Figli del Padre quindi fratelli
A questo punto vorrei concludere con una breve
riflessione sui figli; Luca li descrive in modo negativo quindi per ritrovare
l’Altra risposta, o meglio la Risposta, dobbiamo leggere la parabola quasi
come una diapositiva in controluce:
“Dammi la parte che mi spetta… tu non mi hai mai
dato… tutto ciò che è mio è tuo”: a volte pretendiamo
da Dio quanto abbiamo già e non ci rendiamo conto dei doni che Dio
quotidianamente ci fa. Voglio un Dio distributore di doni secondo i
miei desideri trovo invece un Dio che desidera il bene per me.
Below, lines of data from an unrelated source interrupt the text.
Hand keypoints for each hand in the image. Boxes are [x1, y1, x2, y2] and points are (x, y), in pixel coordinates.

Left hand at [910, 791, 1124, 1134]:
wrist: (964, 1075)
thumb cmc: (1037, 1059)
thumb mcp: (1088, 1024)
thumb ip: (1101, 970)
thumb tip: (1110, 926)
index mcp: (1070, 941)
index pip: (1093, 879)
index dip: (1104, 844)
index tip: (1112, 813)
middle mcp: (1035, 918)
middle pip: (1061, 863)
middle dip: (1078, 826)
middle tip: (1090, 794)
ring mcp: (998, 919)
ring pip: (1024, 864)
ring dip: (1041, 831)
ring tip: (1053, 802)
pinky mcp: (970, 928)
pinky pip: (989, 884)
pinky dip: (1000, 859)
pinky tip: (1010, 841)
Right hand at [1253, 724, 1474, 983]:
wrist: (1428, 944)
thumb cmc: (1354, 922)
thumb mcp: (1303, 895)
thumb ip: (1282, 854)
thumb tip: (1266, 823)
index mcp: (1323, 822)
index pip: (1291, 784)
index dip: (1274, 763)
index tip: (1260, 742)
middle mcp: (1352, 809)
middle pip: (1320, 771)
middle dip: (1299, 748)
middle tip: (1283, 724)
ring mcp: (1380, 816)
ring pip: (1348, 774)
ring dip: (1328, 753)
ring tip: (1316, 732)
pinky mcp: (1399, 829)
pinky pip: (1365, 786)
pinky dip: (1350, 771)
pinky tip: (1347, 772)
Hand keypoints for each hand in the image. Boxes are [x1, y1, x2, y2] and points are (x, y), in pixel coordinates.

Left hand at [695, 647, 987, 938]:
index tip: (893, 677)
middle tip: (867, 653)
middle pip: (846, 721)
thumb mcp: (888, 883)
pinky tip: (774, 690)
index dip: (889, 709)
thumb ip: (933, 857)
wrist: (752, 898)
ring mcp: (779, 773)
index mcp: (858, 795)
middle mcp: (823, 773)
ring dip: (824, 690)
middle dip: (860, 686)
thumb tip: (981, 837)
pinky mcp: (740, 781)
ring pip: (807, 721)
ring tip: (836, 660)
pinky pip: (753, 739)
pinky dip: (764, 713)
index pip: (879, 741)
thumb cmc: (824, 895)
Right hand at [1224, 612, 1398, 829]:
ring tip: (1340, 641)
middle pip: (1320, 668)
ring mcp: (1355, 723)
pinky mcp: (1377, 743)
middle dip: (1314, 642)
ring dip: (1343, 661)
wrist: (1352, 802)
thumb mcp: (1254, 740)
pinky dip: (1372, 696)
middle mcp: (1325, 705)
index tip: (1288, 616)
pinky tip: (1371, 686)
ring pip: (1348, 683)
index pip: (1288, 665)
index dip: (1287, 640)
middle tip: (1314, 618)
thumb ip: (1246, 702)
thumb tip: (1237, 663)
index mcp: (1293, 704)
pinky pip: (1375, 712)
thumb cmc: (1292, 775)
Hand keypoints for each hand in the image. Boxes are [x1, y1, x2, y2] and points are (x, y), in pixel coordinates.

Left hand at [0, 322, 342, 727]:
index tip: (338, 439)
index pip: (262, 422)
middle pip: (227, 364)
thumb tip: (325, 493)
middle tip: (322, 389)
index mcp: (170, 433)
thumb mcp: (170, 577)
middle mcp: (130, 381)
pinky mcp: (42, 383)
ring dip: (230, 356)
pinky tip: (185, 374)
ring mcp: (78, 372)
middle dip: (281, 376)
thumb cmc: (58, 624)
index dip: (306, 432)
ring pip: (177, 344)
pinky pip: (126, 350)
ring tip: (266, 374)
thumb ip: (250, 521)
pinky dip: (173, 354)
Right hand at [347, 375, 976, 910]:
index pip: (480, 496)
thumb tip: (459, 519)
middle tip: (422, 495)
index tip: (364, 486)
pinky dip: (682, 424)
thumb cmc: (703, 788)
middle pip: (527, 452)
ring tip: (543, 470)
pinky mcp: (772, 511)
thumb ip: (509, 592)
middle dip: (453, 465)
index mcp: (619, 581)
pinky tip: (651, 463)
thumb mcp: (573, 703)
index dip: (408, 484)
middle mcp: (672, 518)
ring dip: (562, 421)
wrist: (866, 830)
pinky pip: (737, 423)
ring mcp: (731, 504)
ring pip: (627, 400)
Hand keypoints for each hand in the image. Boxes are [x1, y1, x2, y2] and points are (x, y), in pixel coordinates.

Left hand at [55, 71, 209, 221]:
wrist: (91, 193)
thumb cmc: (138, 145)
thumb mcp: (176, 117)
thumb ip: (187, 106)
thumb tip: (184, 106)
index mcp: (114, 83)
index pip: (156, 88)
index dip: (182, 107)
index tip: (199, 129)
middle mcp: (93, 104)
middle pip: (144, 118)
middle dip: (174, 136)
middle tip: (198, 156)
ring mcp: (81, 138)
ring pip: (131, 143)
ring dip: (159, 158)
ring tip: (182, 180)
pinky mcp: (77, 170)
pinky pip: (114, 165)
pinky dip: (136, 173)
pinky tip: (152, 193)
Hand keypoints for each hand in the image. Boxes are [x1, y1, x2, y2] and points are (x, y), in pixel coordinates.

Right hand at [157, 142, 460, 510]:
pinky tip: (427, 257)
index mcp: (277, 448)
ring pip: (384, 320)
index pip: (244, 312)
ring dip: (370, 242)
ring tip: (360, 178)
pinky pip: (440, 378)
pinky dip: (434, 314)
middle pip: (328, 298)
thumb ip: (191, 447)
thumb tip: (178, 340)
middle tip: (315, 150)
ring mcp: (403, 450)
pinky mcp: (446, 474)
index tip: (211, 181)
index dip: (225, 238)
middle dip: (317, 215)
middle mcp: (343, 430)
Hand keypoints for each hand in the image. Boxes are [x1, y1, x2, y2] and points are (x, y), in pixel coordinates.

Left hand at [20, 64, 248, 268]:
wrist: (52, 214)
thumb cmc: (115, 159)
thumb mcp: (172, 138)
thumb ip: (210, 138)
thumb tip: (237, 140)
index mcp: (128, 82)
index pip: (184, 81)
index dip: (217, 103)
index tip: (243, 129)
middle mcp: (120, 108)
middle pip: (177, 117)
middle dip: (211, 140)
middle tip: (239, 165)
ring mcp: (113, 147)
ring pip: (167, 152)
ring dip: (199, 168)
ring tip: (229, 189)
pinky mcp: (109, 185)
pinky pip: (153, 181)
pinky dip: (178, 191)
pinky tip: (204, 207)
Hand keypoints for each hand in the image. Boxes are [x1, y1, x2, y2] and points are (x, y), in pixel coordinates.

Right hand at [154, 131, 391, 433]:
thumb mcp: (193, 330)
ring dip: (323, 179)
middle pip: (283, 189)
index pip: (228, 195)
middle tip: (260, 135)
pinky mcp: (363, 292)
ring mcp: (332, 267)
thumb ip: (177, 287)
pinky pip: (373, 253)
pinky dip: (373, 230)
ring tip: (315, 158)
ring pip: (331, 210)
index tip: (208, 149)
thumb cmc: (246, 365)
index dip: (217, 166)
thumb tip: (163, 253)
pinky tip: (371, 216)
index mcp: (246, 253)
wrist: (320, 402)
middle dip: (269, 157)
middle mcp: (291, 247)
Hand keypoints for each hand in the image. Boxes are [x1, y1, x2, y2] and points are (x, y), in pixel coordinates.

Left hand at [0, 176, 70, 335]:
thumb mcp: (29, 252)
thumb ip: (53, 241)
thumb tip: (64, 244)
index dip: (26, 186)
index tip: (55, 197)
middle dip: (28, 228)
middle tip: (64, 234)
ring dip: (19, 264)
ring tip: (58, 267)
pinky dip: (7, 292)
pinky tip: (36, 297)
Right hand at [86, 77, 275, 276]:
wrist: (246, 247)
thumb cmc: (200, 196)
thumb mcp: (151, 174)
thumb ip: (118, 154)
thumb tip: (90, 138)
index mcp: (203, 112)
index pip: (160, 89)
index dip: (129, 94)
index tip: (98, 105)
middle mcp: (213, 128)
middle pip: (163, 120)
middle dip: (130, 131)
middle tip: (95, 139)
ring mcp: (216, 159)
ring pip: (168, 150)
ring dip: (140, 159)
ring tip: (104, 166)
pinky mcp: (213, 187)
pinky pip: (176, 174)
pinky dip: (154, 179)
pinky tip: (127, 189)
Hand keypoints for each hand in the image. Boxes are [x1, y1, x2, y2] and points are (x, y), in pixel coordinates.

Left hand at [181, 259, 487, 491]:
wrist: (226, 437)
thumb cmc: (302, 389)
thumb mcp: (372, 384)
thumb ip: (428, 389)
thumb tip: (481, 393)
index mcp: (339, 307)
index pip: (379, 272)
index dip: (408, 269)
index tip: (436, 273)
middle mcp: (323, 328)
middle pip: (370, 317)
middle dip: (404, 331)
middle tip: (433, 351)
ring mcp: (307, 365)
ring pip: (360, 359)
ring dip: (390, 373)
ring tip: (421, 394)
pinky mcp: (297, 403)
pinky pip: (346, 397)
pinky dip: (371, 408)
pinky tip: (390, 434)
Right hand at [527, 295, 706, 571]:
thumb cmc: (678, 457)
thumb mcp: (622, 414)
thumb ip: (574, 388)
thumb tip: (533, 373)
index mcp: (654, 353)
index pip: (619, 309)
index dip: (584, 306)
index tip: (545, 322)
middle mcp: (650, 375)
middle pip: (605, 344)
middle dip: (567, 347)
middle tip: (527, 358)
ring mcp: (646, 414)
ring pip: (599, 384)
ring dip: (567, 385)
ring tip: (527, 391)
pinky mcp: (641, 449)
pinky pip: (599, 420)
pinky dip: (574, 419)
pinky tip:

“Partì per un paese lontano… si trovava
nei campi […] e non voleva entrare”: sento Dio come un nemico della
mia libertà, Dio è un essere da cui stare lontano in modo
da poter vivere la mia vita come voglio. Se scappo da Dio, Lui non smette
di cercarmi.
“Trattami come uno dei tuoi salariati… io ti servo
da tanti anni”: voglio un Dio a cui obbedire perché poi Lui
si senta obbligato ad obbedire a me. Dio non vuole servi inutili ma
figli.
“…. Questo tuo figlio… questo tuo fratello era
morto ed è tornato in vita”: non riconoscendo la paternità
di Dio non riconosciamo fratelli gli uomini accanto a noi. Poiché
figli possiamo camminare da fratelli incontro a Dio.